Abstract
Semantic segmentation is widely used in automatic driving systems. To quickly and accurately classify objects in emergency situations, a large number of images need to be processed per second. To make a semantic segmentation model run on hardware with low memory and limited computing capacity, this paper proposes a real-time semantic segmentation network called MRFDCNet. This architecture is based on our proposed multireceptive field dense connection (MRFDC) module. The module uses one depthwise separable convolution branch and two depthwise dilated separable convolution branches with a proposed symmetric sequence of dilation rates to obtain local and contextual information under multiple receptive fields. In addition, we utilize a dense connection to allow local and contextual information to complement each other. We design a guided attention (GA) module to effectively utilize deep and shallow features. The GA module uses high-level semantic context to guide low-level spatial details and fuse both types of feature representations. MRFDCNet has only 1.07 M parameters, and it can achieve 72.8% mIoU on the Cityscapes test set with 74 FPS on one NVIDIA GeForce GTX 1080 Ti GPU. Experiments on the Cityscapes and CamVid test sets show that MRFDCNet achieves a balance between accuracy and inference speed. Code is available at https://github.com/Wsky1836/MRFDCNet.
1. Introduction
Semantic segmentation is one of the fundamental problems in computer vision. The goal of semantic segmentation is to classify each pixel in an image according to its real object label. This technique is widely used in computer vision and facilitates some valuable applications, such as autonomous driving [1–3], intelligent medicine [4, 5], and video surveillance [6–8]. Autonomous driving systems use video sensors to collect image information around a given vehicle, such as roads, buildings, pedestrians, and cars. Such a system divides an input image into a series of disjoint regions to analyze the surroundings of the vehicle.
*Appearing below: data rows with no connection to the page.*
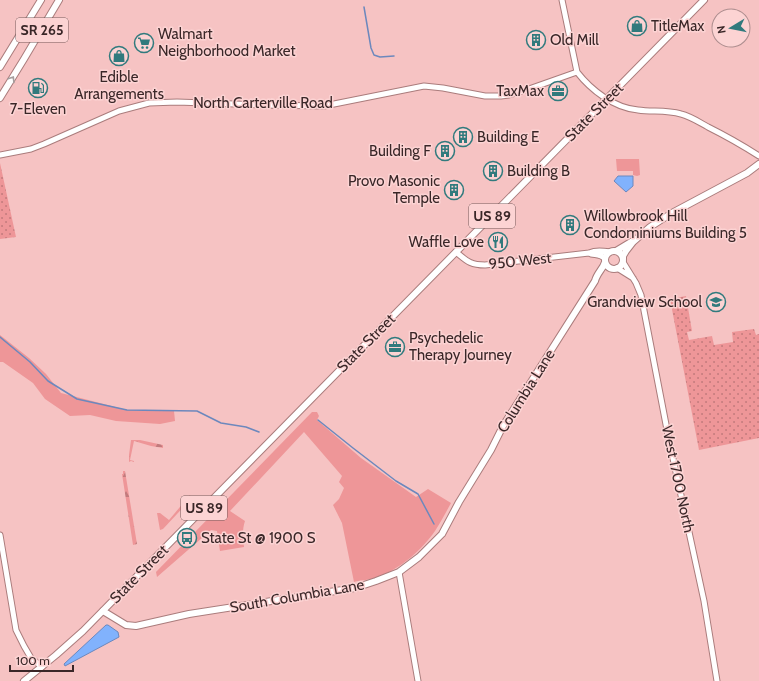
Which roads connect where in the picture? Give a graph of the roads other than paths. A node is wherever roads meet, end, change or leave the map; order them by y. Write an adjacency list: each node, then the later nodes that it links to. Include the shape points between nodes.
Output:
1 (41, 0): 5 (main road, SR 265)
2 (59, 0): 7 (main road, SR 265, one-way to 2)
3 (562, 0): 6 (street)
4 (704, 0): 8 (main road, State Street / US 89)
5 (0, 67)
6 (577, 72): 8 (street, via 591,88); 9 (street, North Carterville Road, via 501,96 485,96 424,86 324,106 149,103 119,111 31,149)
7 (0, 98)
8 (607, 98): 10 (street, via 626,108 682,114); 13 (main road, State Street / US 89)
9 (0, 155)
10 (759, 156)
11 (759, 164): 12 (main road, via 660,220)
12 (633, 242): 14 (main road); 17 (main road)
13 (456, 252): 15 (street, 950 West, via 469,262 485,265); 24 (main road, State Street / US 89)
14 (613, 252): 15 (street, 950 West); 16 (main road, via 608,254); 17 (main road, via 620,254)
15 (588, 253): 16 (street, via 599,254)
16 (605, 260): 18 (main road, via 606,264); 20 (main road, Columbia Lane)
17 (623, 260): 18 (main road, via 621,265); 19 (street, West 1700 North)
18 (614, 268): 19 (street); 20 (main road, Columbia Lane, via 606,271)
19 (633, 279): 28 (street, West 1700 North, via 641,295 704,601)
20 (595, 281): 21 (main road, Columbia Lane, via 503,426)
21 (459, 502): 23 (main road, South Columbia Lane, via 442,534 419,557)
22 (0, 535): 25 (street, via 16,630 31,658)
23 (399, 572): 24 (main road, South Columbia Lane, via 355,588 189,614 136,626 126,625); 27 (street)
24 (103, 611): 25 (main road, State Street / US 89)
25 (42, 667): 26 (main road, State Street / US 89)
26 (24, 681)
27 (418, 681)
28 (717, 681)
In recent years, convolutional neural networks have become the preferred solution for image processing tasks. Some convolutional neural networks [9–11] have hundreds or more convolutional layers, which effectively improve the performance of these networks but simultaneously sacrifice their inference speeds. In some convolutional neural network applications, a large number of images need to be processed per second, which requires the network to have a high inference speed. Some lightweight networks [12–14] were designed to achieve reduced computational complexity by decreasing the numbers of layers and channels in the network. Although the inference speed improved, the feature recognition ability of the networks was weakened, leading to performance degradation.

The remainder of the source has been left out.